J’avance dans le souvenir d’un soir d’hiver parisien où je me frayais un chemin dans le froid pour aller retrouver ma dulcinée. Plus je m’approchais d’elle, plus je redoutais le contraste promis de son épiderme douillet et chaleureux au contact de mon corps glacé.
Je virevolte dans mes pensées tel le filament incandescent de l’ampoule à l’intérieur de son enveloppe de verre.
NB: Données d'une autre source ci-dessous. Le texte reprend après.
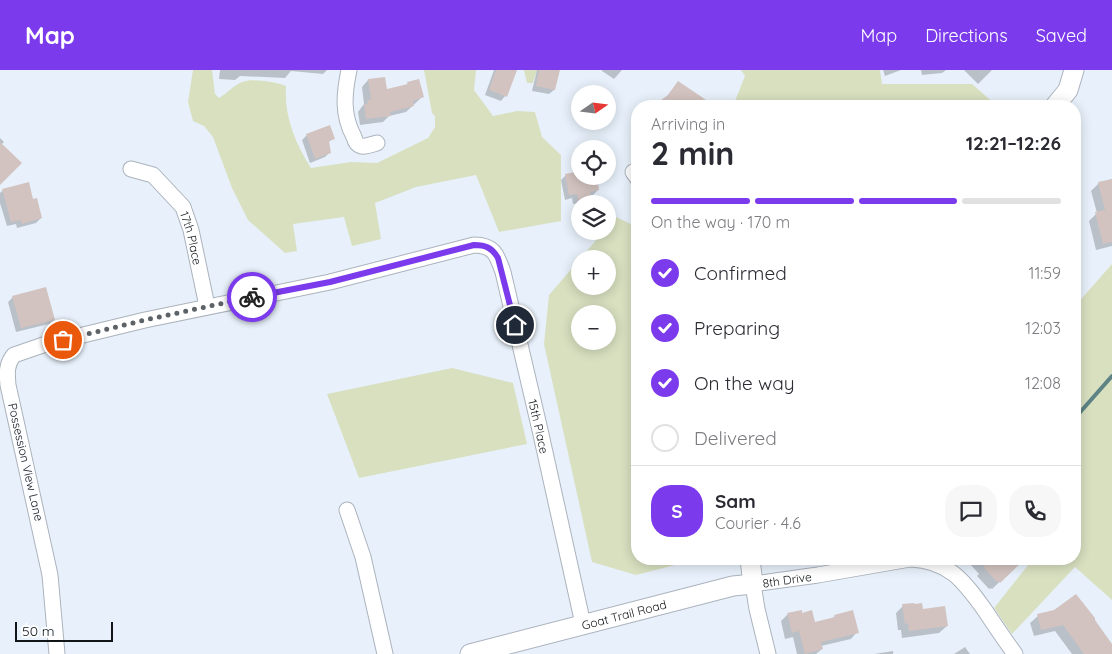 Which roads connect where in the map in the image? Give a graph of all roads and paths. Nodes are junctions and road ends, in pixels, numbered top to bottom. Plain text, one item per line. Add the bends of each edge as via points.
1 (349, 70) edge
2 (1074, 70) edge
3 (1060, 100) edge
4 (377, 143) dead end
5 (131, 169) dead end
6 (474, 245) joint
7 (207, 306) junction
8 (347, 510) dead end
9 (751, 565) edge
10 (876, 565) edge
11 (942, 565) edge
12 (754, 584) junction
13 (584, 624) junction
14 (57, 654) edge
15 (385, 654) edge
16 (470, 654) edge
17 (768, 654) edge
18 (1015, 654) edge

1 - 4 street via 345,89 349,127 359,145
2 - 3 street via 1068,90
5 - 7 street, 17th Place via 154,175 183,207
6 - 7 street, Possession View Lane via 330,282
6 - 13 street, 15th Place via 493,251 500,265
7 - 14 street, Possession View Lane via 46,344 18,352 10,359 8,385 50,575
8 - 15 street via 363,558
9 - 12 street
10 - 12 street, 8th Drive
11 - 18 street, 8th Drive via 964,582
12 - 13 street, Goat Trail Road via 733,586
12 - 17 street
13 - 16 street, Goat Trail Road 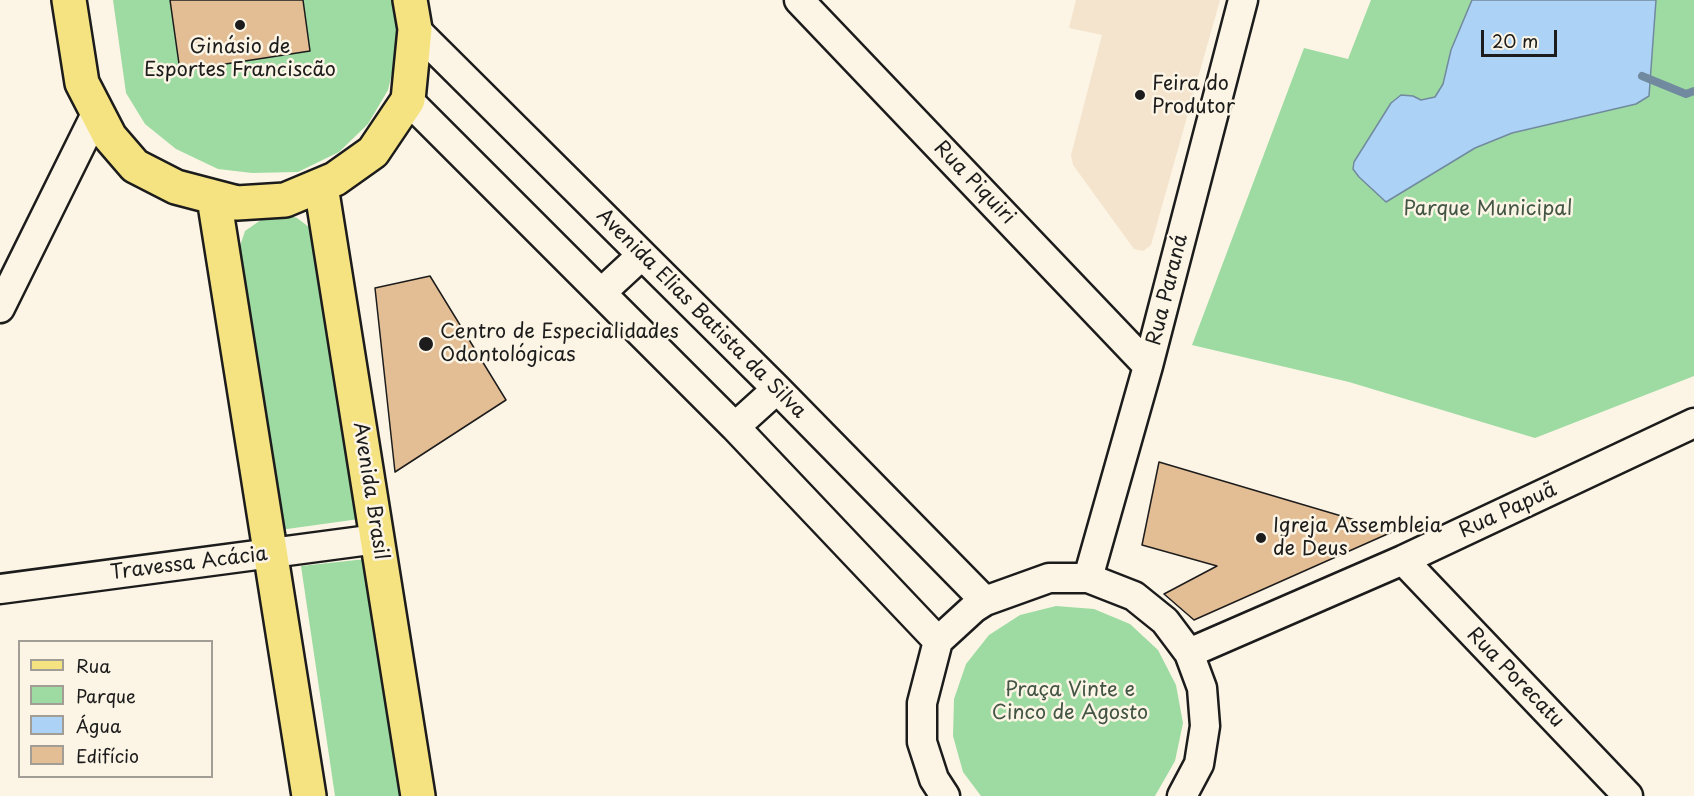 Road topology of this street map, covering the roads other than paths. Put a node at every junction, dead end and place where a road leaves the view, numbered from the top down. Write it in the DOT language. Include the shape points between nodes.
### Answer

La Femme M&O est nue. Je me balade dans les ouillères du salon. Je vendange des objets dont je la pare ; des objets figés pour un corps en mouvement. Je pose sur elle des instants photographiques. Je l’habille d’accessoires et de maintes breloques. Je projette sur sa silhouette un habit malicieux qui la cache aux yeux de tous, nous devenons un couple exclusif et muet. Je la suis et déroule sur sa peau une parure décorative. Je la précède et m’amuse à chercher encore et toujours la petite note supplémentaire qui complètera le tableau. Mais hélas, elle finit par s’évanouir dans les allées. Elle s’échappe. Je continue ma visite et ma quête d’émerveillement. La femme idéale n’existe pas, c’est une chimère. Je m’éloigne à petits pas de la femme objet de mes passions pour me diriger vers l’objet à découvrir qui ravira mon enthousiasme. La beauté que l’on prête à un être ou à une chose n’est-elle pas la projection sur lui des caresses que l’on désire recevoir ?
Venue de bohème, cette intentionnelle beauté apparaît magnifiquement au détour d’un stand sous la forme de deux vases de cristal. Sobrement mis en lumière ils se donnent la réplique ; immobiles dans leurs jeux de transparences colorés, ils ignorent avec superbe la fascination provoquée sur les admirateurs qui tournoient autour d’eux. Ils se présentent aux yeux de tous impassibles et sereins. Il y a mille et un trésors à découvrir sur le salon, à caresser du regard, à mettre dans sa besace ; il n’y a pas de hasard, juste une belle rencontre, puis le début d’une conversation où le poids et la pureté du cristal entre en résonnance avec la conséquence et la légèreté de l’existence.
Il me fallut attendre jusqu’au printemps pour revoir le vase commandé dans une boutique à Paris. Je le rapporte à la maison pour l’offrir à mon épouse, la femme avec qui je partage le plus clair de mon temps – surtout la nuit !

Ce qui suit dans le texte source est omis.